La Lirica Persiana a Genova

Sabato 19 novembre alle ore 17,00 a Genova, nella  Chiesa di San Torpete, in collaborazione con la Fondazione Giorgio e Lilli Devoto, per il 40° anniversario delle Edizioni San Marco dei Giustiniani, si terrà

«A VOLTE VELO A VOLTE SPECCHIO» 

LA LIRICA PERSIANA DAL XI AL XIX SECOLO con Musiche dei secoli XIV – XVII.

genua

Di questo eccezionale evento ce ne parla uno dei principali fautori, l’instancabile don Paolo Farinella:

“Il titolo della rassegna appartiene all’incipit di una poesia di Bidel Dehlavi (1644 – 1721), un sommo poeta persiano a cavallo tra i secoli XVII e XVIII: «A volte sono velo a volte specchio / del tuo splendore, e trasalisco attonito / dell’immagine tua nel mio pensiero».

Un’immersione, anzi un’elevazione, un volo altissimo nella lirica persiana, medievale e moderna, lungo dieci secoli che segna certamente uno dei vertici della letteratura di tutti i tempi.

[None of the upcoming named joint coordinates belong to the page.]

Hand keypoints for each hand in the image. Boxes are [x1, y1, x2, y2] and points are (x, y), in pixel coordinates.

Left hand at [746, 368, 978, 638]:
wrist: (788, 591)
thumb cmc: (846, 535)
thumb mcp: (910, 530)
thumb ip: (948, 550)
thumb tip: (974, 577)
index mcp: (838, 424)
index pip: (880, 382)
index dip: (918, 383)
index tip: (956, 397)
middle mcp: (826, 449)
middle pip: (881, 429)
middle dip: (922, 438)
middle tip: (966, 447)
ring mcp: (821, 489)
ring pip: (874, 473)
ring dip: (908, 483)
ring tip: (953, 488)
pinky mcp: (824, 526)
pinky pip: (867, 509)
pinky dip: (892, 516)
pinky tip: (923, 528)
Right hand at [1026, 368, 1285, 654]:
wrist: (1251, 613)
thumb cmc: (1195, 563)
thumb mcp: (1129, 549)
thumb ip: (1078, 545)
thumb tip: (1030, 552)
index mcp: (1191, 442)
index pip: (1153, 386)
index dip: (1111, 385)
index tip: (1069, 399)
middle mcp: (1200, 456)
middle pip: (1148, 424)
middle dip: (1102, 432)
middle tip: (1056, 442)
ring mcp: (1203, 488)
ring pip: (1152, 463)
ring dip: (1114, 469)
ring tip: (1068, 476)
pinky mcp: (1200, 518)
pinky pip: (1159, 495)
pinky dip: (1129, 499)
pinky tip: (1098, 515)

La cultura occidentale, anche in poesia, abituata alla fissità della parola, è suggestionata dalla cultura orientale, persiana in particolare, dalla parola delle immagini, dei colori, dei contrasti e dei contrari, ciascuna espressione non esclusiva del tutto, ma via parziale per introdurre alla navigazione con parole fluide, mai banali, forse impossibili da decifrare per intero. La Musica di autori che saldano lo spazio di oltre tre secoli, s’impone e s’insinua tra le parole rendendole danzanti e divinamente umane perché solo la Musica e la Poesia sono capaci di creare l’armonia della sintesi e della comprensione tra culture diverse, tra oriente e occidente, tra antico e nuovo, tra passato e futuro. Musica e Poesia vanno oltre la lettera materiale e si annidano tra immaginato e sentito, dando ali al bisogno di libertà che è esigenza di sapere e di visione nel cuore della Bellezza.

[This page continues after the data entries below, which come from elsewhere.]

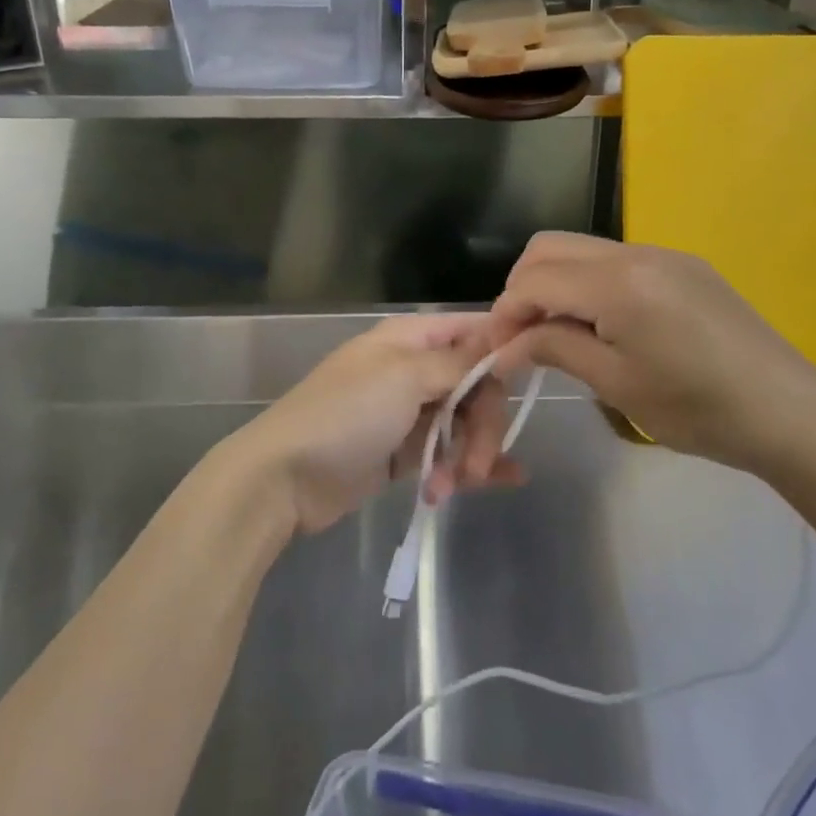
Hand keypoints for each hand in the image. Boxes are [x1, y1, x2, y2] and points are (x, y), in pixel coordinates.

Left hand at [234, 313, 525, 534]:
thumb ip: (456, 363)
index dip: (503, 349)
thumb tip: (499, 342)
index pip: (472, 330)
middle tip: (477, 462)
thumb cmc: (345, 414)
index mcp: (411, 338)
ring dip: (471, 452)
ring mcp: (410, 411)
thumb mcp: (404, 378)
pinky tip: (500, 482)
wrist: (285, 478)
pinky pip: (448, 451)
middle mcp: (414, 368)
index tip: (530, 375)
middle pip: (476, 383)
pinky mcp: (405, 452)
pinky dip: (468, 466)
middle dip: (485, 421)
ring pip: (465, 421)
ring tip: (456, 485)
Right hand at [491, 233, 815, 472]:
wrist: (788, 411)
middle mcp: (635, 252)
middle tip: (523, 337)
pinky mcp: (682, 266)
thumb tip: (506, 347)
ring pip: (582, 249)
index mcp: (617, 283)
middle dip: (523, 287)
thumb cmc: (697, 408)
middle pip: (550, 247)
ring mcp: (662, 254)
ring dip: (556, 283)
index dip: (505, 313)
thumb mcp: (616, 384)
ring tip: (559, 333)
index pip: (535, 279)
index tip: (497, 351)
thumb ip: (555, 349)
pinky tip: (603, 325)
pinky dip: (590, 284)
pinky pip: (615, 260)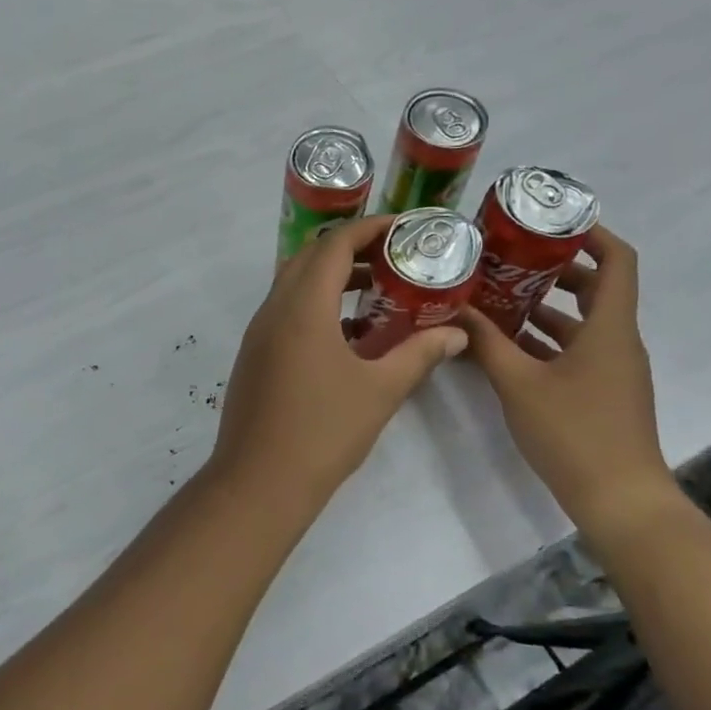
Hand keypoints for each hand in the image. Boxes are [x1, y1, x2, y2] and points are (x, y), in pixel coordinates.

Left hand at [209, 216, 466, 508]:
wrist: (259, 482)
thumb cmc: (323, 432)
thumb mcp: (381, 391)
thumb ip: (419, 355)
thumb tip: (456, 335)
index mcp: (302, 307)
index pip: (334, 245)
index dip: (369, 229)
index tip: (403, 227)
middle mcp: (273, 310)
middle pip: (310, 258)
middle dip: (351, 249)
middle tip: (393, 256)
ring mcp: (258, 333)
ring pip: (294, 285)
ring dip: (332, 278)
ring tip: (377, 289)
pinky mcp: (254, 355)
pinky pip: (285, 312)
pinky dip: (316, 305)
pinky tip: (349, 333)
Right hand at [457, 226, 670, 518]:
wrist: (620, 500)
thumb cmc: (574, 433)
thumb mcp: (519, 384)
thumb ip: (486, 343)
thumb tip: (454, 308)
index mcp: (609, 328)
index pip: (618, 260)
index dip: (591, 233)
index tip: (550, 221)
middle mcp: (617, 340)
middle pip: (596, 287)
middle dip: (554, 268)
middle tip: (509, 256)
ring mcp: (612, 368)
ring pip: (582, 322)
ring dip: (544, 307)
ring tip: (497, 295)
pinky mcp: (602, 391)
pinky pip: (575, 350)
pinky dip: (545, 340)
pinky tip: (505, 344)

In un tempo di Muri ciechi e confini di ghetti, noi spalanchiamo le porte della storia del medioevo che la vulgata vuole «oscuro e tenebroso», mentre è stato un faro di cultura e di scambio senza confini. È la nostra risposta all’insipienza dei nostri giorni, questi sì bui, come antidoto alla paura e speranza di futuro”.

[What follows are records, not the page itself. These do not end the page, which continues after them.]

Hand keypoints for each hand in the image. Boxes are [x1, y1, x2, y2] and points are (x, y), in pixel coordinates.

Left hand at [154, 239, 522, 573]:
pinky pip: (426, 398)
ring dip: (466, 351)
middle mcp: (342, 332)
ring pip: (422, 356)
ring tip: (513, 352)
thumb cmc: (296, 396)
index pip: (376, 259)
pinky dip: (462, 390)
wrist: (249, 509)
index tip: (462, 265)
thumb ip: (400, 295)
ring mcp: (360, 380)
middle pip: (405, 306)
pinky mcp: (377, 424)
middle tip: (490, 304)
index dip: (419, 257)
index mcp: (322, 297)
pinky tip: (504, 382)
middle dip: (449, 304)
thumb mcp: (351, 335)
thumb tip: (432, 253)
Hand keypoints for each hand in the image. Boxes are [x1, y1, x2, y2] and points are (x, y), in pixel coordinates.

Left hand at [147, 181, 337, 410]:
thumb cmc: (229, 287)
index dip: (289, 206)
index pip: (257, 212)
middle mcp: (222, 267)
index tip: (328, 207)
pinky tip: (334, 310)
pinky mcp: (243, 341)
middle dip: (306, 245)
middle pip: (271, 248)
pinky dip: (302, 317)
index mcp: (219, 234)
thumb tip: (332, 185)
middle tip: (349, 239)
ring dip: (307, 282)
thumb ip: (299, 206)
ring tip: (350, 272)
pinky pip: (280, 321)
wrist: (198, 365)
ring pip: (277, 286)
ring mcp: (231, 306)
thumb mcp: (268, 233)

Poeti: Abu Sa’id (967 – 1049) – Kāqāni Šerväni (1127 – 1187?) – Anwari (? – 1191) – ‘Aṭṭār Nišāburi (1145 – 1221) – Sa’di Šiāzi (1210 – 1291) – Kˇāiu Kervāni (1290 ca. – 1349) – Salmān Sāvaji (1310 – 1377) – Vahši Bāfqi (1532 – 1583) Bidel Dehlavi (1644 – 1721) – Hātef Esfahāni (? – 1783), accompagnati dalle musiche di Guillaume de Machaut (1300 – 1377) – Giulio Caccini (1551 – 1618) – Alessandro Piccinini (1551 – 1618) – Giovanni G. Kapsberger (1580 – 1651) – Gerolamo Frescobaldi (1583 – 1643) – Andrea Falconieri (1585 – 1656).

I testi delle liriche sono letti da Daniela Duchi e Michele Maccaroni, mentre le musiche sono interpretate da Enrica Bruno, voce – Silvia Manfredi, voce e flauti diritti – Marcello Bagnasco, tiorba e liuto – Federico Bagnasco, viola da gamba.